Il delitto è un’azione umana. Così come umano è possedere una coscienza. Credo che il delitto porti alla erosione della coscienza fino a sopprimerla, ma tale soppressione non è un’azione compiuta solo dai criminali. La coscienza si può sopprimere per non soffrire, per non capire, per non vedere, per mascherarsi e fingere di non accorgersi del proprio malessere o del malessere legato all’ambiente che ci circonda. Il delitto amplifica e porta questo atto psichico fino allo “stadio” ultimo.
Se sopprimere una coscienza è azione innata e inconscia frutto del dolore, ritengo che sia saggio partire dal dolore. Dolore e conflitto sono intrinsecamente legati.
“Vogliamo sentire il conflitto perché ci umanizza.” Ha detto Vincenzo, detenuto. E credo che questa chiave di lettura dell’argomento si intersechi profondamente in un discorso che unisce vittime di reati, autori di reati e coloro che con i reati ci lavorano.
Il conflitto ci umanizza, certo. Ma ritengo che l’autore e la vittima del reato vivano due conflitti diversi. Il primo conflitto è frutto di un dolore che non si è percepito quando viene commesso il reato; il secondo conflitto è frutto di un reato e portatore di un dolore che non si sarebbe dovuto provare di principio, un dolore ingiusto, un dolore che nasce dall’abuso. Il primo è un dolore che bisognava provare. Il secondo un dolore che non andrebbe mai provato.
La maniera di vivere il dolore poi muta e si muove su piani differenti e intersecati ma in evoluzione:
- l’evoluzione che negli anni fa il detenuto per affrontare il peso della propria azione e soffrirne dopo la consapevolezza, desiderando diventare strumento utile per una vita migliore;
- l’evoluzione del dolore della vittima, che si fa strumento portatore di valori quali la giustizia, la legalità e il coraggio. Il coraggio di chi dopo un percorso decide di mettersi a confronto e affrontare con dignità luoghi e persone che possono ricordare il trauma subito.
Raskolnikov è solo un genere di criminale, certo, ma non credo sia un caso che Delitto e Castigo sia uno dei libri più letti nelle carceri del mondo.

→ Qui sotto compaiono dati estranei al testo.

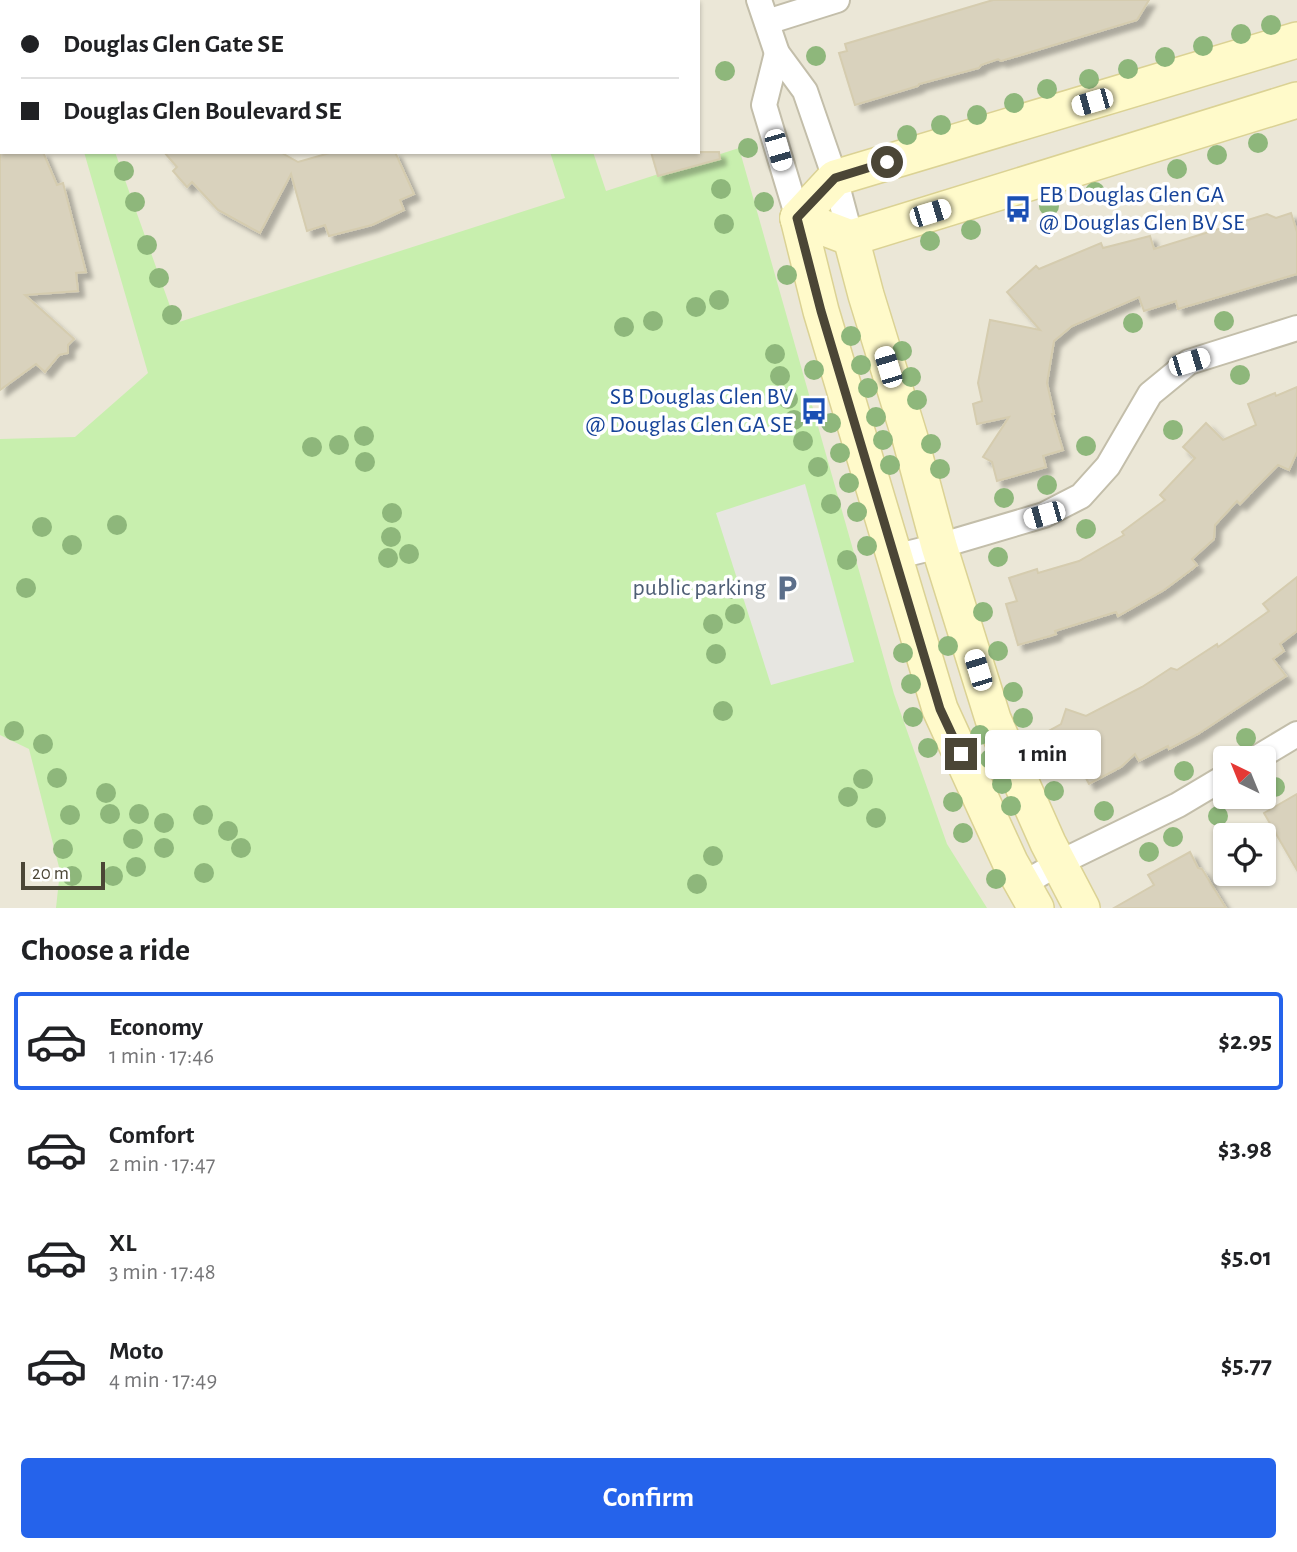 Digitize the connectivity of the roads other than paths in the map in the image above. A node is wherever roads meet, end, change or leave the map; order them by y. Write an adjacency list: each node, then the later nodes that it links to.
1 (837, 0): 2 (street)
2 (763, 11): 4 (street)
3 (1297, 40): 6 (street)
4 (777, 53): 6 (street); 7 (street)
5 (1297, 100): 8 (street)
6 (835, 178): 7 (street); 8 (street)
7 (797, 218): 8 (street); 11 (street)
8 (851, 238): 10 (street)
9 (1297, 328): 10 (street)
10 (939, 546): 11 (street); 15 (street)
11 (894, 557): 16 (street)
12 (1297, 734): 13 (street)
13 (1276, 747)
14 (1213, 784): 15 (street)
15 (1059, 863): 16 (street); 17 (street)
16 (1029, 896)
17 (1082, 908) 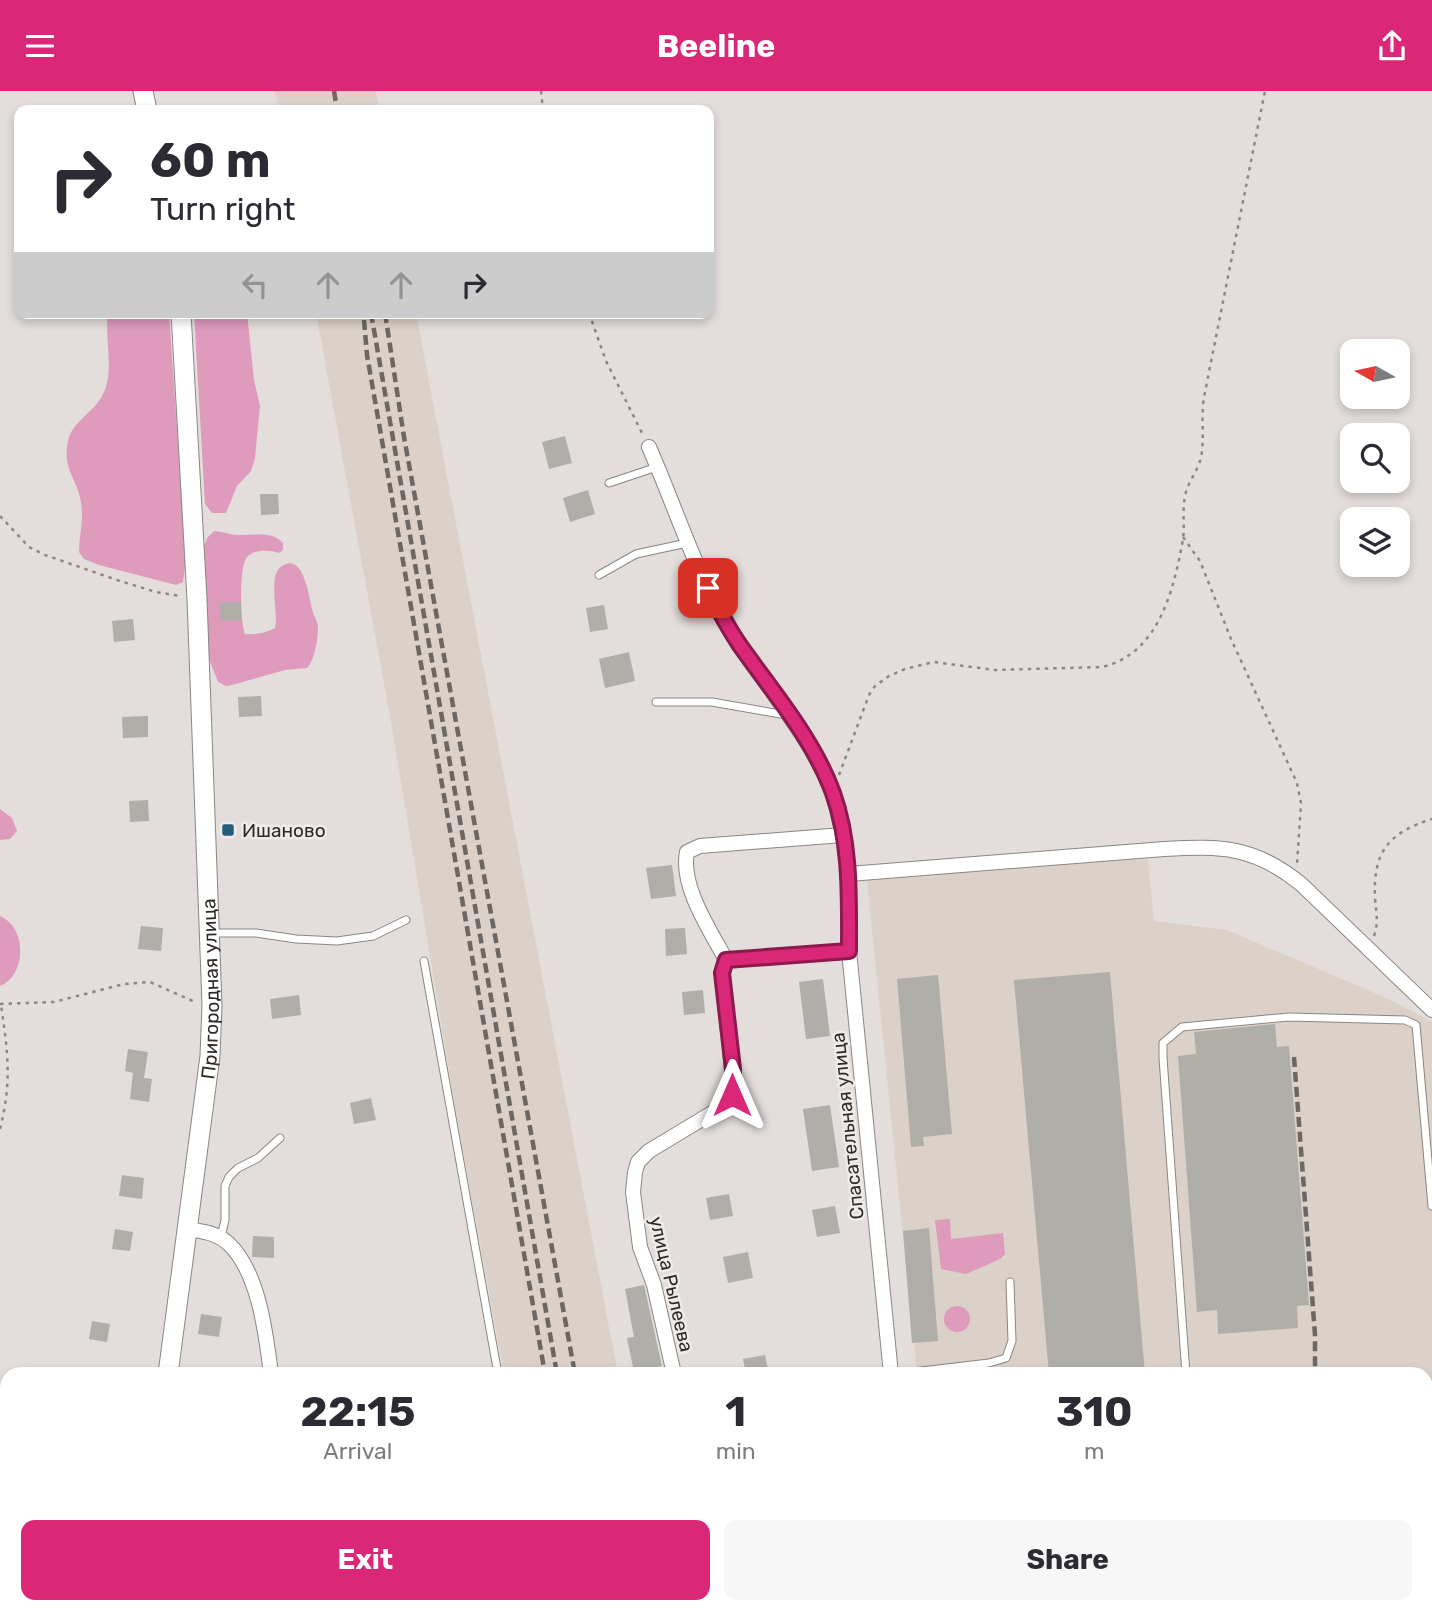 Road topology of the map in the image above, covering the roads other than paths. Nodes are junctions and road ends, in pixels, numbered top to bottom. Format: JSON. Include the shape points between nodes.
{"nodes":[{"id":1,"x":181,"y":319,"type":"edge"},
{"id":2,"x":649,"y":447,"type":"road end"},
{"id":3,"x":657,"y":467,"type":"junction"},
{"id":4,"x":609,"y":483,"type":"dead end"},
{"id":5,"x":688,"y":543,"type":"junction"},
{"id":6,"x":599,"y":575,"type":"dead end"},
{"id":7,"x":656,"y":702,"type":"dead end"},
{"id":8,"x":790,"y":716,"type":"junction"},
{"id":9,"x":843,"y":835,"type":"junction"},
{"id":10,"x":849,"y":874,"type":"junction"},
{"id":11,"x":406,"y":920,"type":"dead end"},
{"id":12,"x":211,"y":933,"type":"junction"},
{"id":13,"x":849,"y":951,"type":"junction"},
{"id":14,"x":726,"y":960,"type":"junction"},
{"id":15,"x":424,"y":961,"type":"dead end"},
{"id":16,"x":1432,"y":1010,"type":"edge"},
{"id":17,"x":280,"y":1138,"type":"dead end"},
{"id":18,"x":1432,"y":1206,"type":"edge"},
{"id":19,"x":188,"y":1229,"type":"junction"},
{"id":20,"x":220,"y":1238,"type":"junction"},
{"id":21,"x":1010,"y":1282,"type":"dead end"},
{"id":22,"x":169,"y":1367,"type":"edge"},
{"id":23,"x":270,"y":1367,"type":"edge"},
{"id":24,"x":497,"y":1367,"type":"edge"},
{"id":25,"x":672,"y":1367,"type":"edge"},
{"id":26,"x":892,"y":1367,"type":"edge"},
{"id":27,"x":954,"y":1367,"type":"edge"},
{"id":28,"x":1185,"y":1367,"type":"edge"}],
"edges":[{"from":1,"to":12,"type":"main road","name":"Пригородная улица"},
{"from":2,"to":3,"type":"street"},
{"from":3,"to":4,"type":"lane"},
{"from":3,"to":5,"type":"street"},
{"from":5,"to":6,"type":"lane","via":[[636,554]]},
{"from":5,"to":8,"type":"street","via":[[723,618]]},
{"from":7,"to":8,"type":"lane","via":[[712,702]]},
{"from":8,"to":9,"type":"street","via":[[832,790]]},
{"from":9,"to":10,"type":"street","name":"Спасательная улица"},
{"from":9,"to":14,"type":"street","via":[[700,846],[687,852],[685,862],[694,895]]},
{"from":10,"to":13,"type":"street","name":"Спасательная улица"},
{"from":10,"to":16,"type":"street","via":[[1200,847],[1226,849],[1280,867]]},
{"from":11,"to":12,"type":"lane","via":[[373,936],[337,941]]},
{"from":12,"to":19,"type":"main road","name":"Пригородная улица","via":[[210,1056]]},
{"from":13,"to":14,"type":"street"},
{"from":13,"to":26,"type":"street","name":"Спасательная улица"},
{"from":14,"to":25,"type":"street","name":"улица Рылеева","via":[[722,973],[732,1095],[722,1107],[649,1151],[638,1162],[634,1179],[640,1247],[654,1285]]},
{"from":15,"to":24,"type":"lane"},
{"from":17,"to":20,"type":"lane","via":[[229,1177]]},
{"from":18,"to":28,"type":"lane","via":[[1416,1025],[1405,1020],[1289,1017],[1182,1027],[1163,1043],[1163,1059]]},
{"from":19,"to":20,"type":"street"},
{"from":19,"to":22,"type":"main road","name":"Пригородная улица"},
{"from":20,"to":23,"type":"street","via":[[238,1256],[256,1293]]},
{"from":21,"to":27,"type":"lane","via":[[1012,1341],[1006,1358]]}]}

Che forse il criminale sia curioso? Curioso di vedere come altri percepiscono e vivono il delitto?
Non ritengo dunque che la soppressione della coscienza sia di per sé disumana (in diversi stati e gradi, sono convinta che tutti abbiamo avuto momenti del genere nel corso della nostra esistenza) ma che lo diventi se portata all’estremo. Non provare dolore e non volerlo affrontare diventa problematico quando l’assenza del proprio conflitto e anestetizzarsi l’anima porta a un conflitto tragico nella vita altrui.
Usando le parole di Emanuele e Pasquale, il conflitto porta dolore, ma porta anche a nuove occasioni di crescita. Crescita, poi, porta a un miglioramento che si riflette in luce nuova e positiva per il soggetto, per gli affetti più stretti, per la società.
Una persona che vive il conflitto e cresce, si responsabilizza – i detenuti parlano della responsabilità dell’essere padri. Una responsabilità che si vive nei riguardi dei figli e una gioia e un impegno che non sarebbe possibile senza aver vissuto il conflitto. Perché mettersi in conflitto e comprendere consapevolmente il peso delle proprie azioni genera degli insegnamenti positivi che verranno portati fuori, all’esterno, partendo dalle proprie famiglie.
Credo che qui stia il senso del conflitto. Conflitto è maturare. Maturare significa migliorare e ogni piccolo passo di una persona verso il bene è progresso per la società intera e un passo prezioso per la guarigione di un mondo ove il crimine viene subito, il crimine viene commesso.